PCRE2 development is now based here.
Other
910 stars 191 forks source link

New feature: substring matching assertion #442

Closed zherczeg closed 2 months ago

zherczeg commented 2 months ago

There is a feature I have been thinking for some time. I often need to extract a string from an input (e.g. a log file), and needs to find something inside. The patterns to do this are often very complex. It would be great, if an assertion would be available, which performs a match on a substring. Probably the backtracking variant (similar to napla) would be enough.
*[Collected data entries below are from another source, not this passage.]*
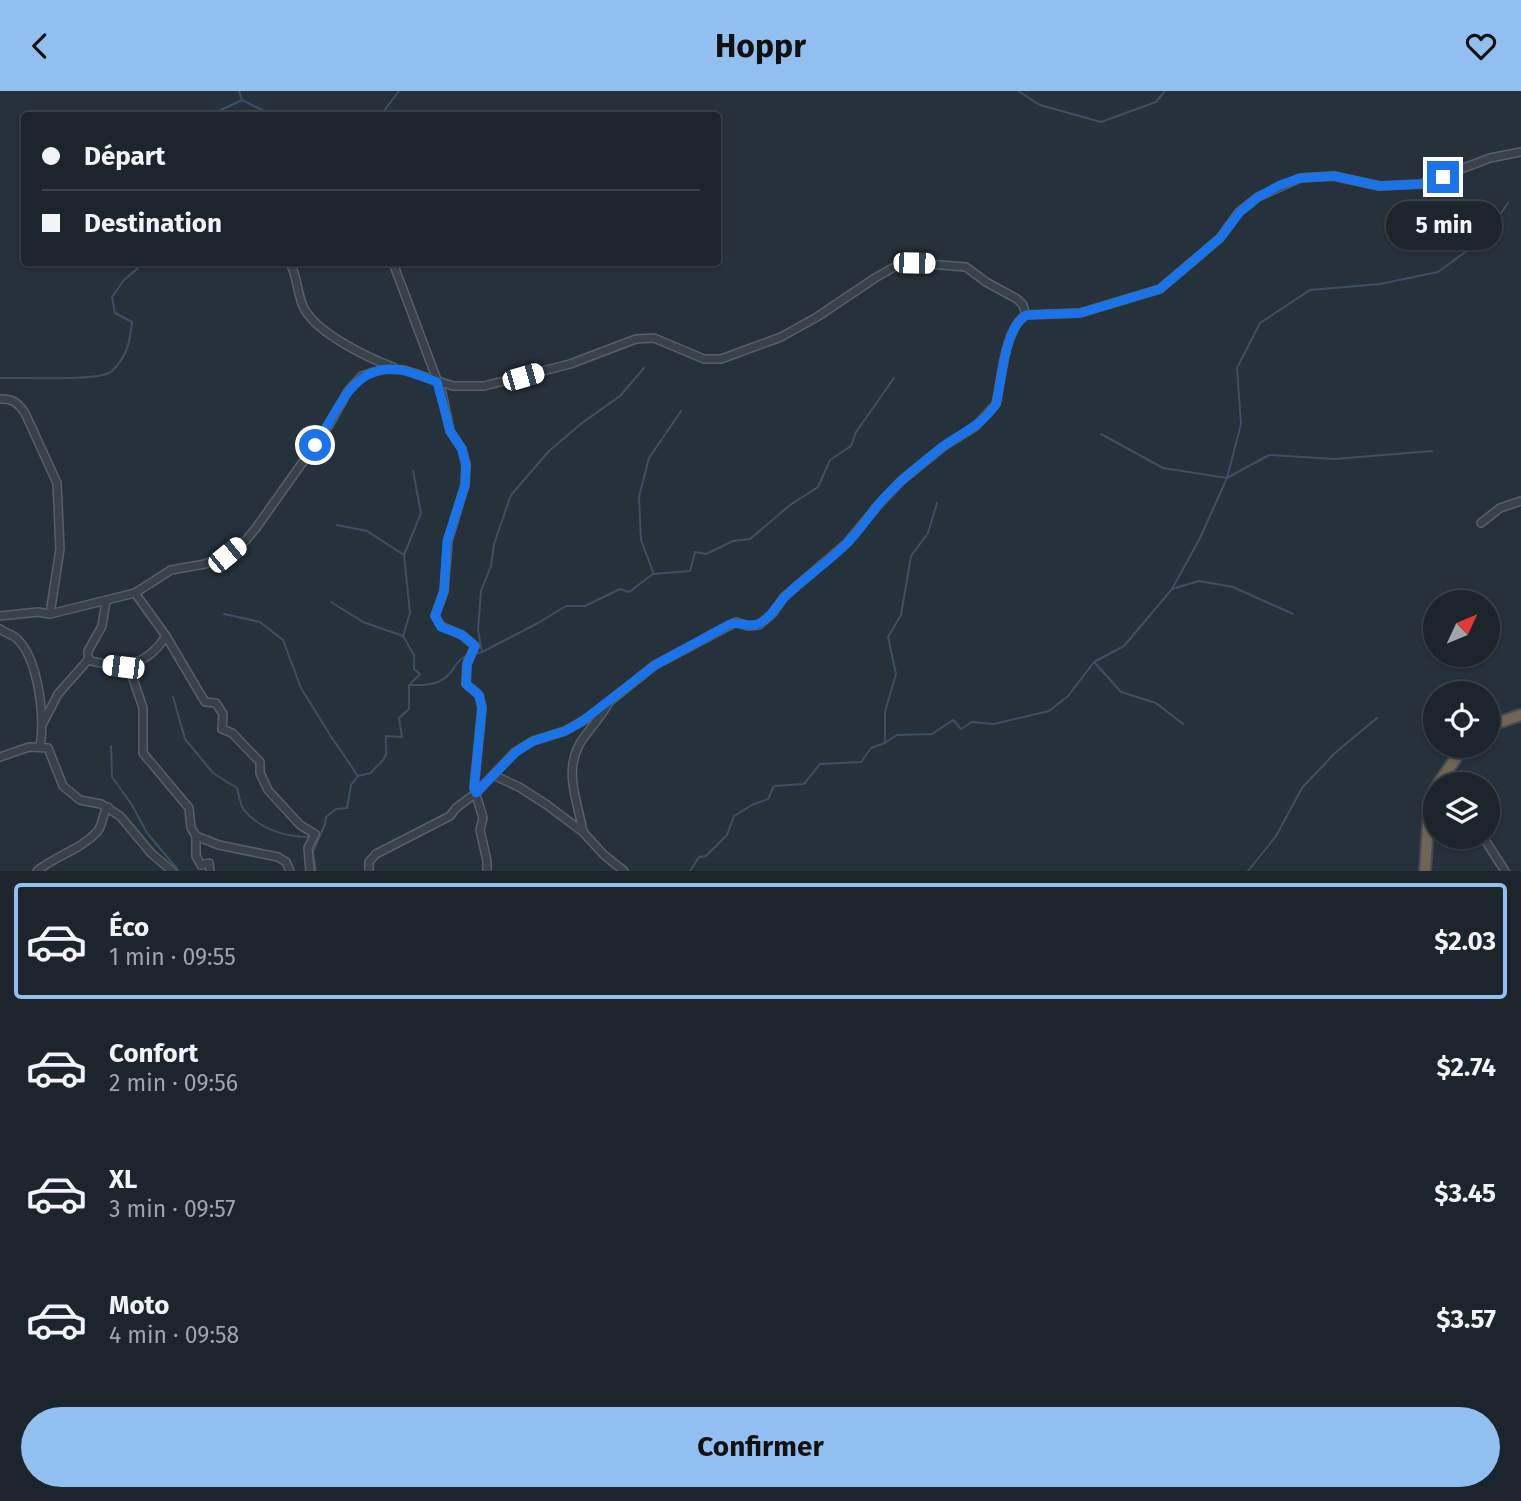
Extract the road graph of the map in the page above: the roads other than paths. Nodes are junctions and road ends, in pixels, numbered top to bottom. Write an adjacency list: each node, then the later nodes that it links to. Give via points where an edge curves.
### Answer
1 (1521, 152): 4 (street, via 1490,158 1422,184 1380,186 1334,176 1300,178 1258,197 1220,238 1160,289 1080,313)
2 (291, 266): 5 (street, via 305,311 318,325 368,358)
3 (394, 266): 6 (street)
4 (1026, 315): 6 (street, via 1017,299 966,267 914,263 896,266 781,337 721,359 705,359 654,338 636,339 570,364 484,386); 18 (street, via 1011,333 996,404 984,419 902,480 847,543 759,625 736,622 711,633 655,665)
5 (404, 370): 6 (street); 10 (street, via 362,376 246,540 227,555 171,571)
6 (437, 382): 25 (street, via 450,431 466,465 465,485 447,541 444,591 435,616 441,627 475,646 467,664 466,684 479,695 482,708)
7 (0, 399): 12 (street, via 19,404 57,483 60,549)
8 (1521, 501): 9 (street, via 1500,508)
9 (1481, 523)
10 (135, 593): 11 (street); 15 (street)
11 (106, 601): 12 (street); 16 (street)
12 (50, 614): 13 (street)
13 (0, 616)
14 (0, 629): 21 (street, via 14,637 29,660 40,688)
15 (166, 635): 17 (street, via 151,655); 35 (street, via 205,702 216,703 223,713 222,730 232,733 260,762 268,790 300,825 315,834 308,848)
16 (88, 660): 17 (street); 21 (street, via 58,694)
17 (123, 667): 28 (street, via 130,670 143,708 143,753 189,808)
18 (609, 702): 24 (street, via 565,731 533,741); 27 (street, via 573,762 571,779)
19 (1521, 715): 20 (highway)
20 (1500, 722)
21 (43, 723): 22 (street)
22 (40, 747): 23 (street); 26 (street, via 48,748 63,786 80,800)
23 (0, 757)
24 (493, 775): 25 (street); 27 (street, via 519,787)
25 (476, 793): 36 (street, via 450,816 376,854); 37 (street)
26 (108, 807): 31 (street, via 101,827 90,838); 32 (street)
27 (583, 832): 38 (street)
28 (196, 836): 33 (street, via 196,856 201,865 209,863); 34 (street, via 278,857)
29 (1426, 849): 39 (highway)
30 (1491, 849): 40 (street)
31 (38, 871)
32 (172, 871)
33 (210, 871)
34 (290, 871)
35 (310, 871)
36 (369, 871)
37 (487, 871)
38 (624, 871)
39 (1425, 871)
40 (1505, 871)

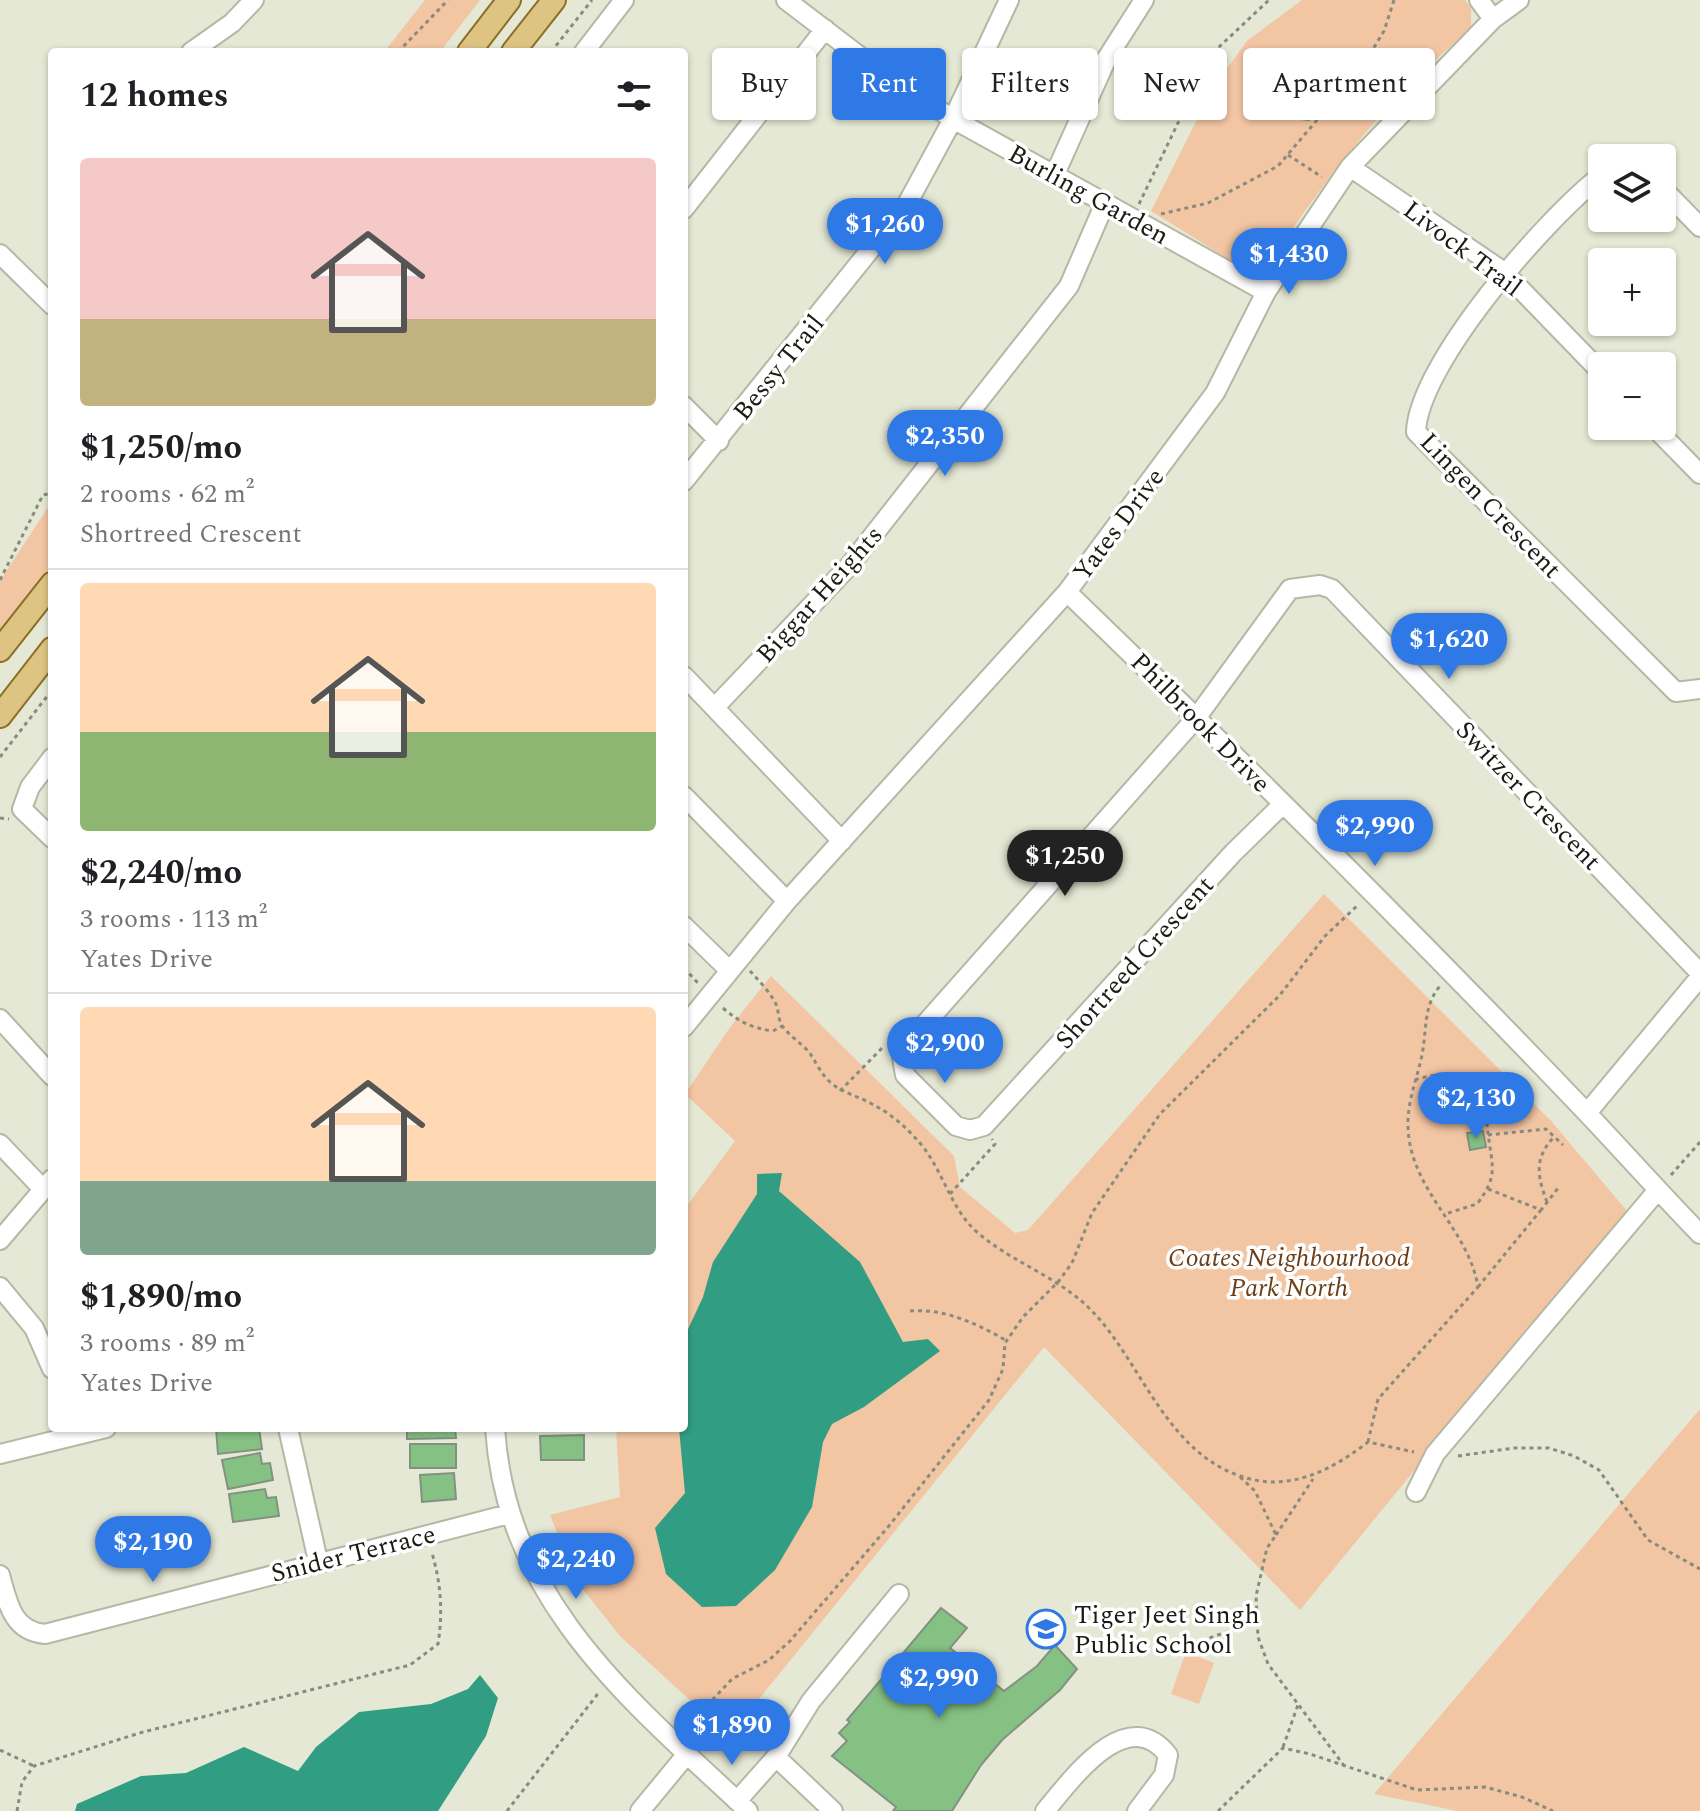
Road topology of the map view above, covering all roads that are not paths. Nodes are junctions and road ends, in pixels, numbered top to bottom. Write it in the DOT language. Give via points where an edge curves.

Example: /(\w+)(*match:(1).*xy)/

It searches words, which contains the xy substring. I know in this simple case, there is no need such a feature, but I wanted to show a simple example.

The name of the assertion would be *match, and its argument is a capturing bracket. The argument follows the same style as argument for conditionals.

From implementation perspective, the original match start/end would be saved before the execution of *match, and a new start/end would be set based on the capturing bracket. Unset capturing brackets fails this assertion before matching anything. If the matching is completed, the original start/end is restored. The start/end is saved when the assertion is executed, so it is set to the same value on backtrack, even if the capturing bracket is changed. Changing start/end affects some constructs, such as \z. This is expected.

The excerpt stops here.